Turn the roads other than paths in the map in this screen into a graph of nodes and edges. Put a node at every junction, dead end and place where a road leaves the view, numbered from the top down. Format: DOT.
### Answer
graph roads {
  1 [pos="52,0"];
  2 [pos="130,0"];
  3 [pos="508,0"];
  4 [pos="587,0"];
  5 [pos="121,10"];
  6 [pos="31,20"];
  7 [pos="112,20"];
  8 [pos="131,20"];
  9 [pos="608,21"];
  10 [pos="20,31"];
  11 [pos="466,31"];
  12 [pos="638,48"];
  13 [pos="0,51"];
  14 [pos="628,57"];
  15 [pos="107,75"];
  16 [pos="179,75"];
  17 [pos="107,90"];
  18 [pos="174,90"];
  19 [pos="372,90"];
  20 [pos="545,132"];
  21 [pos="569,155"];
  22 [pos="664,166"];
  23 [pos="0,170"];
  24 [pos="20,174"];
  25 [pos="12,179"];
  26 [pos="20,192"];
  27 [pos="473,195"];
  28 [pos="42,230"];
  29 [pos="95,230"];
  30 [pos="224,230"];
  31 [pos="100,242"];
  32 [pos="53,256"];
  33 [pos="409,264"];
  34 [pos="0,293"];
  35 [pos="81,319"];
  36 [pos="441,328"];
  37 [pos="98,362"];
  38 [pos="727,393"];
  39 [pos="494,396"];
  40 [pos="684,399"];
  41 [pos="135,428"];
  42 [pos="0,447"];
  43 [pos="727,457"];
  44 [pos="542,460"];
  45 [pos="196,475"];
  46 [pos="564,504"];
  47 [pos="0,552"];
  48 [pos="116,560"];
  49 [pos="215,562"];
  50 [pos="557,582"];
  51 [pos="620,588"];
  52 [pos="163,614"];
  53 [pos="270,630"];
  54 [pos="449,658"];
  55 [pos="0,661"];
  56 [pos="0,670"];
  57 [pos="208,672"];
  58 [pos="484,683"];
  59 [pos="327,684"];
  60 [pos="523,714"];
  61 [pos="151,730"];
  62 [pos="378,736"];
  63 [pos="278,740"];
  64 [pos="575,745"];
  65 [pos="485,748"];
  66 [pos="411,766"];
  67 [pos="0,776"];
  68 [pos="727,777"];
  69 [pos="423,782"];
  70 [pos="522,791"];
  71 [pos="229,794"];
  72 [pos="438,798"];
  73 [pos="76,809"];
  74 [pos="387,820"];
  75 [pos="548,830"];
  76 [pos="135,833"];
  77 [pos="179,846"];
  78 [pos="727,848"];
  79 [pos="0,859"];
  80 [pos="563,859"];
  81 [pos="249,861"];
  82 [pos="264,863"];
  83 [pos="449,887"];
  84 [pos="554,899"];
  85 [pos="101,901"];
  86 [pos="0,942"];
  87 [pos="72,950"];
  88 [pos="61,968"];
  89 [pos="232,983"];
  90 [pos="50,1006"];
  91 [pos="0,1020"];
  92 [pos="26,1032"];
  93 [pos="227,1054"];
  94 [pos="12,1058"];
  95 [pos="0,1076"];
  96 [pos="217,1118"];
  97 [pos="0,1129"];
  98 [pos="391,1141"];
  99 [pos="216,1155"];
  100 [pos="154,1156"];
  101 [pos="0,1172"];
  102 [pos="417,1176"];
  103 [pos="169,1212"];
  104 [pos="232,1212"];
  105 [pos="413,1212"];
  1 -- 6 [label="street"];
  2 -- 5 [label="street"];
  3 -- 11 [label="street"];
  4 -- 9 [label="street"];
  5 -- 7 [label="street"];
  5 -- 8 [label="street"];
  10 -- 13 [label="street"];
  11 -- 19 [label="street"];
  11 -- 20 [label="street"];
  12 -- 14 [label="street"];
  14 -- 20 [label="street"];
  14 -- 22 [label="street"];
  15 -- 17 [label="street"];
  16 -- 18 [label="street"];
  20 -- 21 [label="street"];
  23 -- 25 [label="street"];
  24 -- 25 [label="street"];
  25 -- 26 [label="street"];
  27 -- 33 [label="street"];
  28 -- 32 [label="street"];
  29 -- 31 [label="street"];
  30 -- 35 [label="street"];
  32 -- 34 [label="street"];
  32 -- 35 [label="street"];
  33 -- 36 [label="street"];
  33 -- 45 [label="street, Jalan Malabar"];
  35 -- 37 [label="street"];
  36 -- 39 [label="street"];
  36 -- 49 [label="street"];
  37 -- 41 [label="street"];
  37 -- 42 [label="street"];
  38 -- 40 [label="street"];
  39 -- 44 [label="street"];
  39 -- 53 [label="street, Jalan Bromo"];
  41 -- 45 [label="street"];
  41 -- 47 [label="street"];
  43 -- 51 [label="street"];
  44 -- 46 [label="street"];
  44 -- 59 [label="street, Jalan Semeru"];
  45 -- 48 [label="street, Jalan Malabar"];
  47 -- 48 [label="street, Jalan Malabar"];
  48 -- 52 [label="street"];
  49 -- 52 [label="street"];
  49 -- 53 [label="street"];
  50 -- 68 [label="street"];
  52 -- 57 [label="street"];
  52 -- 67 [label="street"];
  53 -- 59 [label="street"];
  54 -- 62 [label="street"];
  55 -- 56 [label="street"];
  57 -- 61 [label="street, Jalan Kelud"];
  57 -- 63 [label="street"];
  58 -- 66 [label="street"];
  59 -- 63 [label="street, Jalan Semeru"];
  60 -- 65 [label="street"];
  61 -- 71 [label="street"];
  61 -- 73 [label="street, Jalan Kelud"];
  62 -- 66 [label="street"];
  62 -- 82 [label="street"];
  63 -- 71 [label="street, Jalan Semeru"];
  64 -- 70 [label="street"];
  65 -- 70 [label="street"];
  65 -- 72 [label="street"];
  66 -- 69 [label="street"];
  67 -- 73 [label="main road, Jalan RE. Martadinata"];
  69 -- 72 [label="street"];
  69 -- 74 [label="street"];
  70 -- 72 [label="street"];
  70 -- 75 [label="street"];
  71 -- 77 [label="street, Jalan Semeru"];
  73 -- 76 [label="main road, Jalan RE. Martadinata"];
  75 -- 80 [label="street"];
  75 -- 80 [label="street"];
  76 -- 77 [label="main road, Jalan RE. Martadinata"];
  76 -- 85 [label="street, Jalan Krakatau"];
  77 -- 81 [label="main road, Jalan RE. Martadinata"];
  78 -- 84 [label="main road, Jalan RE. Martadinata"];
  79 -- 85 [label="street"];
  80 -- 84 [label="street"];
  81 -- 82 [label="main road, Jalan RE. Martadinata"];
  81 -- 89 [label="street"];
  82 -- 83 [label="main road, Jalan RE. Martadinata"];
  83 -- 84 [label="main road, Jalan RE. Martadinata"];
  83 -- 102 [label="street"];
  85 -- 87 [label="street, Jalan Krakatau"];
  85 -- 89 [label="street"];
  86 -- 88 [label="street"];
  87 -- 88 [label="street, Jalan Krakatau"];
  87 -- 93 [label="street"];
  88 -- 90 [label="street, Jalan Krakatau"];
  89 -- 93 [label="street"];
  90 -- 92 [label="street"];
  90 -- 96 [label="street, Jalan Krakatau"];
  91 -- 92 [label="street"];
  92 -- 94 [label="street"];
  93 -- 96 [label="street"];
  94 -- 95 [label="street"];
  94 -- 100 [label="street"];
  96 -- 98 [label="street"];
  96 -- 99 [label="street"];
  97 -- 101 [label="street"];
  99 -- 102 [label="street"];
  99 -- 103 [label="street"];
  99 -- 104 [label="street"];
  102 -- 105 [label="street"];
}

**TASK TO CARRY OUT**
Which of the lines in the material above contain "Semeru"? Copy each one out.

**SOLVED PROBLEM**
  44 -- 59 [label="street, Jalan Semeru"];
  59 -- 63 [label="street, Jalan Semeru"];
  63 -- 71 [label="street, Jalan Semeru"];
  71 -- 77 [label="street, Jalan Semeru"];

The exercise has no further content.